Zatrzymano 19 osób, 11 groźnych amstaffów i pitbulli w schronisku! To efekt akcji wielkopolskich i pomorskich policjantów, którzy rozbili szajkę przestępców zarabiających na walkach psów. Do walk zwierząt dochodziło w małej wiosce pod Gnieznem (woj. wielkopolskie).

Szokująca sprawa dotarła do wielkopolskiej policji po tym, jak stróże prawa z Gdańska dostali pierwsze informacje o nielegalnych walkach agresywnych psów, w których stawkami są grube pieniądze. Śledczy z Pomorza ustalili także, że za udział psa w walce jego właściciel może dostać nawet 20 tysięcy złotych. I tak, po nitce do kłębka mundurowi odnaleźli miejsce kaźni zwierząt i namierzyli ich oprawców.

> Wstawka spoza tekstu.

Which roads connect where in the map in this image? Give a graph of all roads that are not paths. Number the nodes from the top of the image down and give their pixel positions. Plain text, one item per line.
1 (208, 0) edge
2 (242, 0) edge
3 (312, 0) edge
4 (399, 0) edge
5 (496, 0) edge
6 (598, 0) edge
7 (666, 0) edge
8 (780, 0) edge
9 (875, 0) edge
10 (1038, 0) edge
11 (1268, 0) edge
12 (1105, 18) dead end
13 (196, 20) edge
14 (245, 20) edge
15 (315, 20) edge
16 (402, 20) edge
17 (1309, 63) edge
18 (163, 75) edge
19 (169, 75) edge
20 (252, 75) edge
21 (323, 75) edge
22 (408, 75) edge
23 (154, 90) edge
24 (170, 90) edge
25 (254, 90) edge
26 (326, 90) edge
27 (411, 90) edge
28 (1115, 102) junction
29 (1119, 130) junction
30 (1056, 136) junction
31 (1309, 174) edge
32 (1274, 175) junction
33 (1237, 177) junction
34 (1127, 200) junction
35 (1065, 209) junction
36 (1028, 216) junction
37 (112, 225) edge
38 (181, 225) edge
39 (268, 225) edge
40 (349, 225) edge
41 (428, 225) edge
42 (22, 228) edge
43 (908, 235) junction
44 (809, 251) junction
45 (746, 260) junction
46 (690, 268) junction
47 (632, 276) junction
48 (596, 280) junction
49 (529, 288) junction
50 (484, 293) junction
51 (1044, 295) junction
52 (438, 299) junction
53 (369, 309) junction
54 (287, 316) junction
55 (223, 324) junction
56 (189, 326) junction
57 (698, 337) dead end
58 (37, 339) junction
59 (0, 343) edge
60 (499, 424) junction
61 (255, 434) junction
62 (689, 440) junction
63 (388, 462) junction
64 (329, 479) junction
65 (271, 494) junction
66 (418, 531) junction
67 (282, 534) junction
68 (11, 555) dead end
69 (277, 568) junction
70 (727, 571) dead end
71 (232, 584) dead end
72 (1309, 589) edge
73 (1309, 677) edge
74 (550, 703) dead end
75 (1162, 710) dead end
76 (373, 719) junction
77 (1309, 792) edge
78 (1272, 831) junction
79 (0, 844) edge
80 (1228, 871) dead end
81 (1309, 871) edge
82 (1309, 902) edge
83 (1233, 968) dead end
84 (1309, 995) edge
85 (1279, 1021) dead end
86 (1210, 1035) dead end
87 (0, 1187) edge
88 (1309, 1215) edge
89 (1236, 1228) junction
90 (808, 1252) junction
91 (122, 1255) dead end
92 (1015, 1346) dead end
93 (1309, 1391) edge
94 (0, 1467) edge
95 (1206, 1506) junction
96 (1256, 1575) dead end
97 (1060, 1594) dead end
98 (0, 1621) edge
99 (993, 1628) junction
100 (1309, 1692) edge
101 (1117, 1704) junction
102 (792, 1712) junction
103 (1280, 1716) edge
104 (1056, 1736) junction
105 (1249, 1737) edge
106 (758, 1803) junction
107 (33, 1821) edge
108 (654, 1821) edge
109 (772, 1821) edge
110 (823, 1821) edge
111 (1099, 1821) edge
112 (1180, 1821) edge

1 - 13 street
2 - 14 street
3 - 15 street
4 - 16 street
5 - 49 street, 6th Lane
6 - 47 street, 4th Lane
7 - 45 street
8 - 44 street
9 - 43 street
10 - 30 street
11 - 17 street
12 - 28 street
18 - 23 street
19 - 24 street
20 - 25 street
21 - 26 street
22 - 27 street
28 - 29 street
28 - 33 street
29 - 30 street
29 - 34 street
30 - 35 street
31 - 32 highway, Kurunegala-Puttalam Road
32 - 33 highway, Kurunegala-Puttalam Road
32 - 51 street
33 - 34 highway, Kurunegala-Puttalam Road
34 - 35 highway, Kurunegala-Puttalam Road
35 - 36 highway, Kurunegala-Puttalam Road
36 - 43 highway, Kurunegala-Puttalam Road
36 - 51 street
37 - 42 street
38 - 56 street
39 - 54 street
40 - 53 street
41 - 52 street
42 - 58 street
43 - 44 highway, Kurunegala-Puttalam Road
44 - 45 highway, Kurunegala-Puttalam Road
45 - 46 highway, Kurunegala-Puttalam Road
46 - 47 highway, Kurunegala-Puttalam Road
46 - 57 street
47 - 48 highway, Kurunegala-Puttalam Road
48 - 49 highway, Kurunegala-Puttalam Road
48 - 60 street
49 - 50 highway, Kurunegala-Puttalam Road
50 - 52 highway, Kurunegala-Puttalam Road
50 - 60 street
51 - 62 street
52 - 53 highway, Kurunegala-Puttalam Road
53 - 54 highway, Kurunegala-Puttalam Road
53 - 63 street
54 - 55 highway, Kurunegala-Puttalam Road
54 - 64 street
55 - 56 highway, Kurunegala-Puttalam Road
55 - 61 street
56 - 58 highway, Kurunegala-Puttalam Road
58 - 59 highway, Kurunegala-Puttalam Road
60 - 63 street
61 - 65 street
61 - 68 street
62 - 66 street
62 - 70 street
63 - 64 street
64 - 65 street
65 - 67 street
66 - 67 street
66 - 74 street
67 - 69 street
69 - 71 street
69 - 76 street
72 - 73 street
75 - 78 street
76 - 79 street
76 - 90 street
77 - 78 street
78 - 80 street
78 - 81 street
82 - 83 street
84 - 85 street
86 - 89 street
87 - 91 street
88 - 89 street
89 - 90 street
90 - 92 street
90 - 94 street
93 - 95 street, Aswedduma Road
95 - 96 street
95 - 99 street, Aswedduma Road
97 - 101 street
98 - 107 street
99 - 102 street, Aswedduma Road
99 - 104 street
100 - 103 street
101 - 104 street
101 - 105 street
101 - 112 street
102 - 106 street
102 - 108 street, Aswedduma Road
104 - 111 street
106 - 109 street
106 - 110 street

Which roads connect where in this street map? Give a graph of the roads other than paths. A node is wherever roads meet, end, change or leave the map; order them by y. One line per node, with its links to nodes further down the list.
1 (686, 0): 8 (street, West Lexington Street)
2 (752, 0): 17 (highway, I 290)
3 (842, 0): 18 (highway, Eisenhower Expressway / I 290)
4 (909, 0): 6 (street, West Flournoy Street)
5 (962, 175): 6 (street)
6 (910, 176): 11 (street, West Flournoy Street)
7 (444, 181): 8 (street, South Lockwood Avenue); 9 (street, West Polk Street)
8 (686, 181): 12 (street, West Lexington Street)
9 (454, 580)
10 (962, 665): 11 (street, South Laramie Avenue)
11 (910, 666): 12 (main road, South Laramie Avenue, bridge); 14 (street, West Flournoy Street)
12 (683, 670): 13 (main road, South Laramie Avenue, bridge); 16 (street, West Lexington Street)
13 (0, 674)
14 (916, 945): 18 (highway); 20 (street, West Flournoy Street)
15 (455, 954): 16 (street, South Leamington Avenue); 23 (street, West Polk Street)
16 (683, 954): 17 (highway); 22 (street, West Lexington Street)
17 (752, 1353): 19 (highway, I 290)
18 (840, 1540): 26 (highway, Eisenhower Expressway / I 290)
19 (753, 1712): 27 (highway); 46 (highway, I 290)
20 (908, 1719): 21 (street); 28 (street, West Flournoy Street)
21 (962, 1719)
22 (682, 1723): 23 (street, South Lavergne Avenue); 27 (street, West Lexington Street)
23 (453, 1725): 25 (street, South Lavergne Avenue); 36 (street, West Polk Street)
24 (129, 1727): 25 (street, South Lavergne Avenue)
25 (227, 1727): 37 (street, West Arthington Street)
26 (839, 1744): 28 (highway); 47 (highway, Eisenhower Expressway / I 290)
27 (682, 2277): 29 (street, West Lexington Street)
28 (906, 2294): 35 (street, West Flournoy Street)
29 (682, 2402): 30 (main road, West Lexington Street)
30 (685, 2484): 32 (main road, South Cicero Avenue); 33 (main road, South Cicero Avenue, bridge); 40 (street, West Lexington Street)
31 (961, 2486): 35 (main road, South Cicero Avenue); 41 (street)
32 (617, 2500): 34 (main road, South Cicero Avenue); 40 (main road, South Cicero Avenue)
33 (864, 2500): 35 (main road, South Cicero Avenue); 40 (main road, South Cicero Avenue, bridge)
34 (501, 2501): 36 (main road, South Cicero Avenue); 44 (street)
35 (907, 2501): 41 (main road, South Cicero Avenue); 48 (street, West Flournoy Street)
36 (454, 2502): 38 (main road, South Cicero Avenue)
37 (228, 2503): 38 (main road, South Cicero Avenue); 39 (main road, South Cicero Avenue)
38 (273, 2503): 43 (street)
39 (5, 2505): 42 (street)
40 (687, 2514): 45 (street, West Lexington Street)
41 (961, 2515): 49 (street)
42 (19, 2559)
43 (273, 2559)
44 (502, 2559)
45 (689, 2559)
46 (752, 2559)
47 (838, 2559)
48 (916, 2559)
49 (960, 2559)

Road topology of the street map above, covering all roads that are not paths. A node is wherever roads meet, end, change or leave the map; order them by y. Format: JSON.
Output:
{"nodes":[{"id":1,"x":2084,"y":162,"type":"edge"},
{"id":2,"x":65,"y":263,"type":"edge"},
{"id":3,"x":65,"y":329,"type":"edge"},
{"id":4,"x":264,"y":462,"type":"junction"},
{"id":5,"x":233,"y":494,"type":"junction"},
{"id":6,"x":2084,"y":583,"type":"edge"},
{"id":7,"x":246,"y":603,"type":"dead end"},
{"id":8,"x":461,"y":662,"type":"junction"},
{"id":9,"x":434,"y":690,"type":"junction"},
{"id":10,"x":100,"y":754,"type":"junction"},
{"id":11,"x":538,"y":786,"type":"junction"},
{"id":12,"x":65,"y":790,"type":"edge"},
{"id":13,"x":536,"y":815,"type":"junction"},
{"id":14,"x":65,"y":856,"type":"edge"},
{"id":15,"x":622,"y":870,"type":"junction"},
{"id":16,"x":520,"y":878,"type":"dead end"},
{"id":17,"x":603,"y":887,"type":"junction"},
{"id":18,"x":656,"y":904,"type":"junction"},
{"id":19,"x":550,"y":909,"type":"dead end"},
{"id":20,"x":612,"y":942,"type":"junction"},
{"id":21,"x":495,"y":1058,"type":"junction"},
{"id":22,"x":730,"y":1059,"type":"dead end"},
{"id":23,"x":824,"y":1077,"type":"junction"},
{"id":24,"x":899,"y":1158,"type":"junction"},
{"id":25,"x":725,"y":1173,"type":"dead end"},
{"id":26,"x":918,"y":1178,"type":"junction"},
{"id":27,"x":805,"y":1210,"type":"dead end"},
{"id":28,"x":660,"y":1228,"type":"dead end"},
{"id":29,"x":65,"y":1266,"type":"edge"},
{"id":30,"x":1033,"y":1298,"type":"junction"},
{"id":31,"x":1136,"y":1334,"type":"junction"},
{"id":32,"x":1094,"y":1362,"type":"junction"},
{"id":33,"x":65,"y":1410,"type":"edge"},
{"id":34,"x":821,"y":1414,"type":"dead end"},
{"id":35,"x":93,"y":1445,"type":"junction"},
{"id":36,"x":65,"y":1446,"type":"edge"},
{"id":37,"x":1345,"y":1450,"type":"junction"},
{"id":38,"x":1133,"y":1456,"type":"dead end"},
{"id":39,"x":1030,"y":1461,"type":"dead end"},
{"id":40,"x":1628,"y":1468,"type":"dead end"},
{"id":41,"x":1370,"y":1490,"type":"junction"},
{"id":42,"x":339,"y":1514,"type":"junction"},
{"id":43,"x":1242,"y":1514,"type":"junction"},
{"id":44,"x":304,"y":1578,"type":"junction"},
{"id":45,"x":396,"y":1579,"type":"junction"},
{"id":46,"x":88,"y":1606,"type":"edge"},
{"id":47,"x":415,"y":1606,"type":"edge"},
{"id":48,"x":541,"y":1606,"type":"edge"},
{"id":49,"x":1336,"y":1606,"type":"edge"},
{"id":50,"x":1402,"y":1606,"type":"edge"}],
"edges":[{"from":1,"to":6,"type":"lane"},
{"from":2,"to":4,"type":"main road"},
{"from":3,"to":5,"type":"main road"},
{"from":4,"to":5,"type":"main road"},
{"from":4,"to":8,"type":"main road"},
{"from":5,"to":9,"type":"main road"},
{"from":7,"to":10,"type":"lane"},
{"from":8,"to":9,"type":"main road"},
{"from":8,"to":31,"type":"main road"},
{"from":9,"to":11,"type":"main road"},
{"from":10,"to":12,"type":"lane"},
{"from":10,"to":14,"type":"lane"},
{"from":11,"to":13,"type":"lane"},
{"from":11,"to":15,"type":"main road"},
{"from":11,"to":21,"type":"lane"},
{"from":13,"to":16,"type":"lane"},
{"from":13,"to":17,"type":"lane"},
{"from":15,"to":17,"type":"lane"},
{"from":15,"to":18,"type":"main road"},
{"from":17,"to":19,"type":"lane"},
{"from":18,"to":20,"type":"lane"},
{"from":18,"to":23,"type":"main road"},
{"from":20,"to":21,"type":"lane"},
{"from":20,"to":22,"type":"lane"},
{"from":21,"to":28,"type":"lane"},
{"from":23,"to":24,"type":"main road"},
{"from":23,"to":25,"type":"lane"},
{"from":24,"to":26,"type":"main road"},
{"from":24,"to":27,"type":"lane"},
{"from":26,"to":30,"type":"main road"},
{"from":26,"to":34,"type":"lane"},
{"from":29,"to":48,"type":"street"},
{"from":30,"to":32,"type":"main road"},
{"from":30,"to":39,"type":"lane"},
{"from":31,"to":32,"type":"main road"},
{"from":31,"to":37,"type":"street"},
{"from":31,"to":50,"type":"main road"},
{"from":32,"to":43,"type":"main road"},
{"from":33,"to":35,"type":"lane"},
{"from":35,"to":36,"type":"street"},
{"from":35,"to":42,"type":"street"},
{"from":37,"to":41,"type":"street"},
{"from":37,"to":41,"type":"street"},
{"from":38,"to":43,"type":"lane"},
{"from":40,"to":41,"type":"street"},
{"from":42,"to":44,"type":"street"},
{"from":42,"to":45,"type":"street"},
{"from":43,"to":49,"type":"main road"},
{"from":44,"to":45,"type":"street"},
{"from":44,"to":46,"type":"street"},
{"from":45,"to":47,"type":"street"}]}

Okazało się, że w wiosce Kąpiel pod Gnieznem przestępcy kilka tygodni temu wynajęli od gospodarza stodołę, w której oficjalnie mieli hodować amstaffy i pitbulle. Problem w tym, że na hodowli się jednak nie skończyło. W sobotę z Pomorza i Wielkopolski do Kąpieli zjechali amatorzy krwawych walk psów. Na szczęście, gdy czworonogi na arenie zaciekle walczyły, do akcji wkroczyli antyterroryści. Policjanci złapali psy i obezwładnili kilkunastu mężczyzn organizujących walki, którzy próbowali uciec. - To pierwsza tak spektakularna sprawa w Polsce - informuje asp. sztab. Zbigniew Paszkiewicz (39 l.) z wielkopolskiej policji. - Ja nawet nie wchodziłem do tej stodoły, bo się bałem tych psów - zarzeka się dziś Stanisław Z. (58 l.), właściciel gospodarstwa. Do chwili zamknięcia tego wydania gazety, 7 z 19 zatrzymanych usłyszało zarzuty znęcania się nad zwierzętami. Grozi im za to dwa lata za kratkami.